Cosa troverai in questo articolo. La necessità di reindirizzare pagine si presenta molto di frequente all’interno di un dominio web: non solo in occasione delle grandi migrazioni, ma anche per mantenere aggiornato un sito eliminando contenuti obsoleti o duplicati o per smistare il traffico verso le adeguate versioni linguistiche/regionali. A seconda delle proprie necessità, si può ricorrere a specifici tipi di redirect permanenti o temporanei, facendo attenzione a non creare catene di reindirizzamenti o loop e mantenendo attivi i redirect per un periodo sufficiente ai bot del motore di ricerca per trasferire tutti i segnali dai vecchi ai nuovi URL.

SEO Redirect

Nel mondo SEO, la parola “migrazione” è foriera di panico e sgomento al pari di “Core Update”. In realtà, i redirect che sono alla base delle migrazioni fanno parte della normale quotidianità del lavoro di SEO e sviluppatori: in questo articolo vi spieghiamo le differenze fra i vari tipi di reindirizzamento esistenti e qual è il modo migliore di gestirli in ottica SEO.

Cos’è e quando è necessario fare un redirect?

La necessità di reindirizzare una pagina è una circostanza che si verifica alquanto di frequente nell’arco della vita di un sito web.
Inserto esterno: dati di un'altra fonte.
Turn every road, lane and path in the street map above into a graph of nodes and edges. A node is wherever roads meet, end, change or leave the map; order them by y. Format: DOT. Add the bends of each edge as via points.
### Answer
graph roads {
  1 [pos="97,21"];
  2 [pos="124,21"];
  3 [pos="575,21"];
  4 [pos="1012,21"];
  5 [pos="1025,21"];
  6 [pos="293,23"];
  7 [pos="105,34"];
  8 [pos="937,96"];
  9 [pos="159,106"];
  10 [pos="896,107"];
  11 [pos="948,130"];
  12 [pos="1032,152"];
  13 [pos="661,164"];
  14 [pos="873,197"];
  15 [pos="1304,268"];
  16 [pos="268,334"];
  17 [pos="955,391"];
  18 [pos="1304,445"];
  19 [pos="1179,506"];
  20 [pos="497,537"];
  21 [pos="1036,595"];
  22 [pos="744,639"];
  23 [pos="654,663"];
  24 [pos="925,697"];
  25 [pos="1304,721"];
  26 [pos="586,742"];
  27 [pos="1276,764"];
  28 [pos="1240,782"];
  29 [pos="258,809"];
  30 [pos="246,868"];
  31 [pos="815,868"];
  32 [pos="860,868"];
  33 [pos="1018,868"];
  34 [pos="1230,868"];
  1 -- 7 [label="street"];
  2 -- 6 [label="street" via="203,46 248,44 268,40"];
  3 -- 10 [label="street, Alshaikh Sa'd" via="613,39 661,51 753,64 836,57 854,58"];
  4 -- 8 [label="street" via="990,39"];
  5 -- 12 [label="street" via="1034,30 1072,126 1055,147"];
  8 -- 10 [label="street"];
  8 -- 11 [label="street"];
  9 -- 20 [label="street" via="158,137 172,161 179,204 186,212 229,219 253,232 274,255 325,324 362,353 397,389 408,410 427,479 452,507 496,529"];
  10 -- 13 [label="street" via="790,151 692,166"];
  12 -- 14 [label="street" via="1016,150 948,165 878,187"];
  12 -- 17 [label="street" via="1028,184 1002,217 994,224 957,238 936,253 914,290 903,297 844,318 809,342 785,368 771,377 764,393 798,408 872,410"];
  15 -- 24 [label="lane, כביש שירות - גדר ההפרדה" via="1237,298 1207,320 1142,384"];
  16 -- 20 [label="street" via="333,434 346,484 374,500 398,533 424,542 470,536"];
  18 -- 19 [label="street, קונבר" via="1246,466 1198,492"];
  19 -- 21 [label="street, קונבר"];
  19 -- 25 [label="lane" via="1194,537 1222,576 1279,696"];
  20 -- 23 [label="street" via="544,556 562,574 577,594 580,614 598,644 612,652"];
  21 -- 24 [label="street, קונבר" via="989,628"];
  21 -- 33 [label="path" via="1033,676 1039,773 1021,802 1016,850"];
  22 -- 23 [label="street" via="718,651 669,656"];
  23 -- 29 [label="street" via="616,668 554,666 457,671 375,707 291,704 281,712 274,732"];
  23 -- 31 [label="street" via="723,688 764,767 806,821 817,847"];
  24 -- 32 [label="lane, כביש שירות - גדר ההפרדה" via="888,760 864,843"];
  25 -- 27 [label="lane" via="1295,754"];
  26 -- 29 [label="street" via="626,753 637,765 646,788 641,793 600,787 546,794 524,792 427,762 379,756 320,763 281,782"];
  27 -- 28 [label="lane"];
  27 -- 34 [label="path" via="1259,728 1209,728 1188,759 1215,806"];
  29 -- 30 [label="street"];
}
Un redirect è, per l’appunto, un modo per mandare le persone e gli spider del motore di ricerca verso un nuovo URL qualora una determinata pagina sia stata eliminata o modificata.

Per motivi di UX e SEO, l’idea di lasciare attive pagine non più utili agli utenti non è particolarmente brillante, perché si disperde inutilmente il crawl budget assegnato dal motore di ricerca al sito, si rischiano cannibalizzazioni di contenuti e si moltiplicano le possibilità che la navigazione di un utente finisca in un vicolo cieco, inficiando la qualità della sua esperienza on page.

È importante comunque effettuare controlli periodici del sito per evitare che la situazione sfugga di mano in senso opposto, con catene di redirect eccessivamente lunghe. Normalmente, Googlebot è in grado di seguire fino a 10 redirect consecutivi senza accusare il colpo, ovvero senza segnalare errori all’interno del Rapporto Indicizzazione di Google Search Console.

Più problematico il caso dei loop di redirect, dove, cioè, un URL reindirizza a sé stesso (con o senza passaggi intermedi) causando per l’utente un’interruzione della navigazione e facendo finire i bot in un vero e proprio cul de sac con tutto ciò che ne consegue in termini di spreco di crawl budget e potenziali crash di server.

Quanti tipi di redirect esistono?

I redirect possono essere permanenti o temporanei a seconda di quanto tempo desideriamo mantenerli in funzione. Questo ha un impatto su quali pagine vengono selezionate dall’algoritmo del motore di ricerca per essere mostrate in SERP. Inoltre, è possibile inserire redirect direttamente su un server (server-side) oppure farli avvenire all’interno del browser dell’utente (client-side): nel secondo caso è possibile sfruttare un server esterno, come una CDN o il proprio provider di dominio, e andare a inserire l’indicazione di redirect all’interno dell’HTML o dell’header HTML.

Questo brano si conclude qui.